A su vez, desde las primeras horas posteriores a la tormenta, brigadas de linieros de la Empresa Eléctrica, equipos de Etecsa, trabajadores de Acueducto y  Alcantarillado, y personal de diferentes organismos se incorporaron a las labores de recuperación.

Las acciones incluyeron celaje de líneas, poda de árboles, sustitución de postes, entorchado de conductores reventados y reconexión de clientes.

En circuitos, como Rosa La Bayamesa, Desarrollo y Montes Verdes, los trabajos se extienden todavía hasta altas horas de la noche. Allí, una decena de grupos de trabajo permanecen para avanzar en la restitución del servicio.

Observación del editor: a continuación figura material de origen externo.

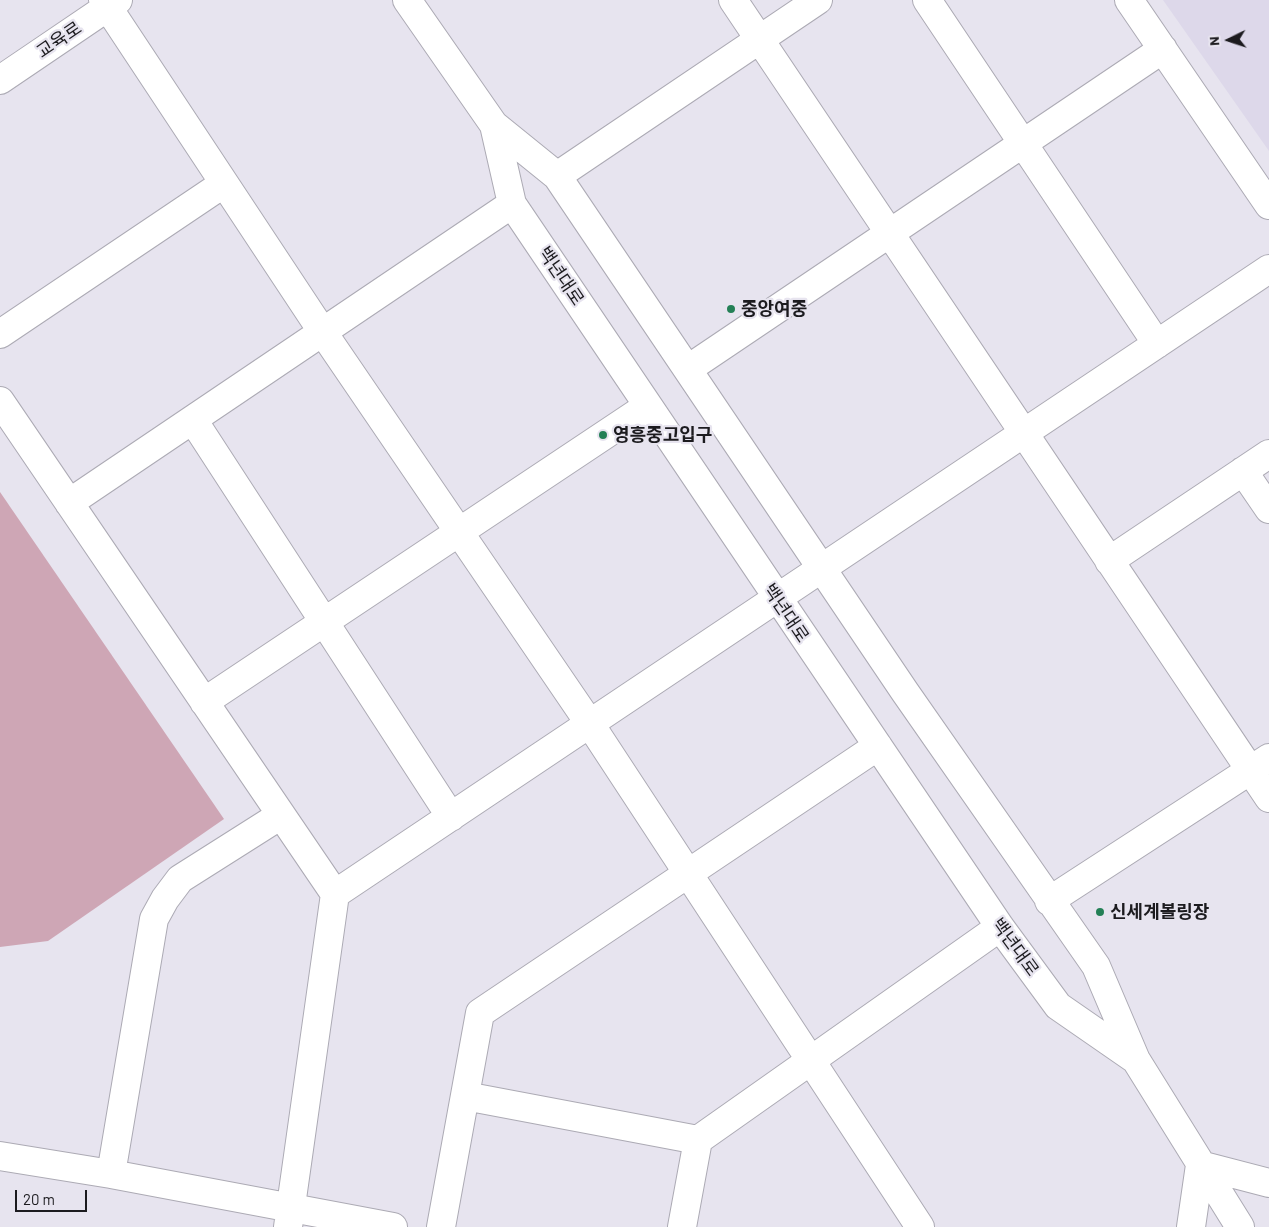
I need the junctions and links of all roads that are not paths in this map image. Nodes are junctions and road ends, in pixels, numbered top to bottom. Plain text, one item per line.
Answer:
1 (407, 0) edge
2 (733, 0) edge
3 (818, 0) edge
4 (927, 0) edge
5 (1129, 0) edge
6 (110, 2) edge
7 (758, 39) junction
8 (1163, 49) junction
9 (0, 80) edge
10 (494, 125) junction
11 (1022, 144) junction
12 (557, 176) junction
13 (223, 184) junction
14 (512, 204) junction
15 (1269, 205) edge
16 (890, 234) junction
17 (1269, 269) edge
18 (322, 331) junction
19 (0, 334) edge
20 (1157, 344) junction
21 (688, 369) junction
22 (0, 402) edge
23 (648, 406) junction
24 (193, 420) junction
25 (1024, 434) junction
26 (1269, 454) edge
27 (1243, 471) junction
28 (69, 503) junction
29 (1269, 509) edge
30 (459, 532) junction
31 (1109, 561) junction
32 (822, 569) junction
33 (777, 599) junction
34 (324, 622) junction
35 (204, 702) junction
36 (590, 724) junction
37 (878, 746) junction
38 (1259, 764) edge
39 (1269, 798) edge
40 (281, 815) junction
41 (452, 817) junction
42 (688, 872) junction
43 (335, 894) junction
44 (1050, 901) junction
45 (1000, 927) junction
46 (809, 1060) junction
47 (1136, 1060) junction
48 (465, 1096) junction
49 (698, 1140) junction
50 (0, 1156) edge
51 (1200, 1165) junction
52 (111, 1174) junction
53 (1269, 1183) edge
54 (290, 1217) edge
55 (393, 1227) edge
56 (441, 1227) edge
57 (682, 1227) edge
58 (920, 1227) edge
59 (1191, 1227) edge
60 (1240, 1227) edge

1 - 10 street, 백년대로
2 - 7 street
3 - 7 street
4 - 11 street
5 - 8 street
6 - 9 street, 교육로
6 - 13 street
7 - 12 street
7 - 16 street
8 - 11 street
8 - 15 street
10 - 12 street, 백년대로
10 - 14 street, 백년대로
11 - 16 street
11 - 20 street
12 - 21 street, 백년대로
13 - 18 street
13 - 19 street
14 - 18 street
14 - 23 street, 백년대로
16 - 21 street
16 - 25 street
17 - 20 street
18 - 24 street
18 - 30 street
20 - 25 street
21 - 32 street, 백년대로
22 - 28 street
23 - 30 street
23 - 33 street, 백년대로
24 - 28 street
24 - 34 street
25 - 31 street
25 - 32 street
26 - 27 street
27 - 29 street
27 - 31 street
28 - 35 street
30 - 34 street
30 - 36 street
31 - 38 street
32 - 33 street
32 - 44 street, 백년대로
33 - 36 street
33 - 37 street, 백년대로
34 - 35 street
34 - 41 street
35 - 40 street
36 - 41 street
36 - 42 street
37 - 42 street
37 - 45 street, 백년대로
38 - 39 street
38 - 44 street
40 - 43 street
40 - 52 street
41 - 43 street
42 - 46 street
42 - 48 street
43 - 54 street
44 - 47 street, 백년대로
45 - 46 street
45 - 47 street, 백년대로
46 - 49 street
46 - 58 street
47 - 51 street, 백년대로
48 - 49 street
48 - 56 street
49 - 57 street
50 - 52 street
51 - 53 street
51 - 59 street
51 - 60 street, 백년대로
52 - 54 street
54 - 55 street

En algunos puntos, fue necesario cambiar transformadores, restablecer conexiones vitales y despejar de forma urgente las redes perjudicadas por el desplome de árboles o techos desprendidos.

En tanto, las autoridades provinciales y municipales recorrieron, en horas de la madrugada, los lugares más afectados. Ortiz Barceló y la gobernadora, Yanetsy Terry Gutiérrez, junto a Michel Carlos Santiesteban Hernández, primer secretario municipal del Partido,

constataron la magnitud de las pérdidas en barrios y comunidades bayameses, donde transmitieron a los afectados cercanía y confianza en la Revolución.

La memoria del 18 de mayo en Bayamo con el paso de la tormenta local severa quedará como un recordatorio del súbito evento, con la certeza de que la unidad seguirá siendo la mejor herramienta frente a futuros episodios de este tipo.